TASK STATEMENT
Give every line from the entries that contains "Lane".

[Collected data entries]
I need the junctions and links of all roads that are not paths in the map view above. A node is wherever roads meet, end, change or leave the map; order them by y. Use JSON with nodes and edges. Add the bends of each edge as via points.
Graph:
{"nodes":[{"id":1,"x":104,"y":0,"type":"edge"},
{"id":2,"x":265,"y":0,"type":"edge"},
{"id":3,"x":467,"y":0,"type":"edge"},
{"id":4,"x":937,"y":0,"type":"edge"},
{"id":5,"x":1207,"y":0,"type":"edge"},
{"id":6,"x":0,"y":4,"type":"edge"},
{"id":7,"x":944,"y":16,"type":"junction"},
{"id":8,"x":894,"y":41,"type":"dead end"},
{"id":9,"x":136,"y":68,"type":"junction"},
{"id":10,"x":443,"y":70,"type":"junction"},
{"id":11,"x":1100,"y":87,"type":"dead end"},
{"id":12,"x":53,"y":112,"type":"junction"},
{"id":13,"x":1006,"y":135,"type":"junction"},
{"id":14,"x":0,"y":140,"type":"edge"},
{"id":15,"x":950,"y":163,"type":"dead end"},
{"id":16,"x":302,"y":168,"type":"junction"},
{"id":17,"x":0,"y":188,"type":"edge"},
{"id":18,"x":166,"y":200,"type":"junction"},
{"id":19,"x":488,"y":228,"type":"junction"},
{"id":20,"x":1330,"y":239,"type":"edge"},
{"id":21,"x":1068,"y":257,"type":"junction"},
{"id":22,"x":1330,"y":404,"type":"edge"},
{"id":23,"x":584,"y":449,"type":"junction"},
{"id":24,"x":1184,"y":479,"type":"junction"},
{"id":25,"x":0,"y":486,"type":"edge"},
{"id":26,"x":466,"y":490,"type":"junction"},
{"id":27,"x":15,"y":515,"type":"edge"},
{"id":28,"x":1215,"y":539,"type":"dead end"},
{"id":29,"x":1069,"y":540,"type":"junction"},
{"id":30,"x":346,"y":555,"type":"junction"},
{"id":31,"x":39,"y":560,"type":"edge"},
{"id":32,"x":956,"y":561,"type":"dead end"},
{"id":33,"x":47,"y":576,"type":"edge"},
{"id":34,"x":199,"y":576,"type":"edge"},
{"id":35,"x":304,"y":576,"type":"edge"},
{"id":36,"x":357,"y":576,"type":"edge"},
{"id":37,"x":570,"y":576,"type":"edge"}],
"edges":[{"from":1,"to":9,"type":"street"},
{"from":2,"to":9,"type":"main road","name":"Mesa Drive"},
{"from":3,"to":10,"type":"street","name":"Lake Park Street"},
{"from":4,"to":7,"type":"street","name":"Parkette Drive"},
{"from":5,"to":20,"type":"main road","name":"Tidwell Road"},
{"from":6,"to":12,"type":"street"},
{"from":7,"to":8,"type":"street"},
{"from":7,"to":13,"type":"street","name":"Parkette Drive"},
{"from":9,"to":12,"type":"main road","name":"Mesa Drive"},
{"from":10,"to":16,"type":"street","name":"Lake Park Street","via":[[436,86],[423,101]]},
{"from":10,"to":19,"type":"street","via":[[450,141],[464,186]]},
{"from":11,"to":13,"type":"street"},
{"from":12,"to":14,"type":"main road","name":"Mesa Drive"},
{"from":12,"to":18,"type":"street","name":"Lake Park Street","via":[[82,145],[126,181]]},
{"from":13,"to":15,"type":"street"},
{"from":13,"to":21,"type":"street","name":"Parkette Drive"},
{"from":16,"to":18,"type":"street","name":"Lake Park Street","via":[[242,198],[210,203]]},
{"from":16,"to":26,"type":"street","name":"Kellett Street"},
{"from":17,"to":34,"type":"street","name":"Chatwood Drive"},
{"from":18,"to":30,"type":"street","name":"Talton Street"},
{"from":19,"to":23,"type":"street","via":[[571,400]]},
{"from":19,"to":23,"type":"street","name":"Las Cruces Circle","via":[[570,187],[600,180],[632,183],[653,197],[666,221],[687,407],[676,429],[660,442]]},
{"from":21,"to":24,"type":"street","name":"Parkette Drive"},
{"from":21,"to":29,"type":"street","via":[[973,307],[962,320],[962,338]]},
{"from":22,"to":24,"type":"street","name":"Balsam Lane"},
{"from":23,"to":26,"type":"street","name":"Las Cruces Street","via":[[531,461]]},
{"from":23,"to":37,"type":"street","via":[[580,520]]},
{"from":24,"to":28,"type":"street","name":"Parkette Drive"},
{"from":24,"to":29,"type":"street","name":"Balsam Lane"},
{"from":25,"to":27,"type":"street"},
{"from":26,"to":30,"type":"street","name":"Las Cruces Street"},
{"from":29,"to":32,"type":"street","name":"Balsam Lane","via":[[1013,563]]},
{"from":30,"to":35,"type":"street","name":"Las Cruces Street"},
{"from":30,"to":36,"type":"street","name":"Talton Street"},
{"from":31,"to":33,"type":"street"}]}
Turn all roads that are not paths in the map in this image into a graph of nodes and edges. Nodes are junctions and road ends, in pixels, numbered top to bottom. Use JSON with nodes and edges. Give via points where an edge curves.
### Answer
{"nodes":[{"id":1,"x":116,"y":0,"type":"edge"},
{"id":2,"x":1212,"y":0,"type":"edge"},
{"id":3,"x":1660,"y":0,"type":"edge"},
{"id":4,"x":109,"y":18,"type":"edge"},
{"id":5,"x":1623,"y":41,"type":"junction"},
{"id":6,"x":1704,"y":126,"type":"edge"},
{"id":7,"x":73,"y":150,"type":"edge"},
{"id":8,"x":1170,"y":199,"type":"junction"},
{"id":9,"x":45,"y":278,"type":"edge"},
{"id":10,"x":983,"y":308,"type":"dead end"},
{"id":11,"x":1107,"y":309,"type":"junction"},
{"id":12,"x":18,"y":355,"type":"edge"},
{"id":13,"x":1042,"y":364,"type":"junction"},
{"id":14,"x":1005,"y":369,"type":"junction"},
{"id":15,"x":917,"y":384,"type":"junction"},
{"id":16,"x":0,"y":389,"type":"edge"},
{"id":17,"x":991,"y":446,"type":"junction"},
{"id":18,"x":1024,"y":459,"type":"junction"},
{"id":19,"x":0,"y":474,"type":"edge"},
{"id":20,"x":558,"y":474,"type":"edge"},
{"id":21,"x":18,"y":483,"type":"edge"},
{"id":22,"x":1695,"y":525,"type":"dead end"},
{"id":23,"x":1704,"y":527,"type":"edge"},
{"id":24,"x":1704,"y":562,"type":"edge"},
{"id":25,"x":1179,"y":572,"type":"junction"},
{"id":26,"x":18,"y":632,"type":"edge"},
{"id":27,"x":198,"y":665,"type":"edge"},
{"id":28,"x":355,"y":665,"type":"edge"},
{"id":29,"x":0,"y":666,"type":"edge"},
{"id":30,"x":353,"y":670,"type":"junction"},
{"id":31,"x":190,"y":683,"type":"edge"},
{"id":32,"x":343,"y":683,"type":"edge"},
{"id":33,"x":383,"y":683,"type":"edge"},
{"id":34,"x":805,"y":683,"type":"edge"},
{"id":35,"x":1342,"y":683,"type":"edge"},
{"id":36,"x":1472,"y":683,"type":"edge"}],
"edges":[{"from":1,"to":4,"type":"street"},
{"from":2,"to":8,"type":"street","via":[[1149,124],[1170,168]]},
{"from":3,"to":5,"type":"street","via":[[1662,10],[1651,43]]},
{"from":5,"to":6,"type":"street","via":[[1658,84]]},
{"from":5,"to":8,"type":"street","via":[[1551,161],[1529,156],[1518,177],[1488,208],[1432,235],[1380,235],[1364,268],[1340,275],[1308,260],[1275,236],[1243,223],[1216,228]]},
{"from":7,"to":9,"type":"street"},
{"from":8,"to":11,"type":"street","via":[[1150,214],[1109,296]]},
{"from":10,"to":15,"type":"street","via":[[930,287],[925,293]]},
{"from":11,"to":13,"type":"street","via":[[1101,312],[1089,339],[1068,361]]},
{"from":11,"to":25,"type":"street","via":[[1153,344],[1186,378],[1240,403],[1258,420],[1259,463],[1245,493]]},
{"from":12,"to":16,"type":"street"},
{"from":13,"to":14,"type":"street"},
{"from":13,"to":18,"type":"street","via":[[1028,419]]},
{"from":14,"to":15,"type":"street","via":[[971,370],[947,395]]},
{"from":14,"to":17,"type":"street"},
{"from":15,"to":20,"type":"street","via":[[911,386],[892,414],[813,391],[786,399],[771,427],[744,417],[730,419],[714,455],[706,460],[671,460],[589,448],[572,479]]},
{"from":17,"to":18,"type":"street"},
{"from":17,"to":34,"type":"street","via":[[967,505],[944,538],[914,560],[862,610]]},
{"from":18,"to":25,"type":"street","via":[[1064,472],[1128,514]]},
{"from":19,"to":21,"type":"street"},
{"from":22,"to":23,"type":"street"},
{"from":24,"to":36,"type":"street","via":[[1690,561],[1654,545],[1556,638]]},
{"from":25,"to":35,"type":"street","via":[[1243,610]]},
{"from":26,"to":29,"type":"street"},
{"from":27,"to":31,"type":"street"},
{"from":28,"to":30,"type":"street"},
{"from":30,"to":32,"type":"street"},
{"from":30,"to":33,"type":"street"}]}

FINAL ANSWER
{"from":22,"to":24,"type":"street","name":"Balsam Lane"},
{"from":24,"to":29,"type":"street","name":"Balsam Lane"},
{"from":29,"to":32,"type":"street","name":"Balsam Lane","via":[[1013,563]]},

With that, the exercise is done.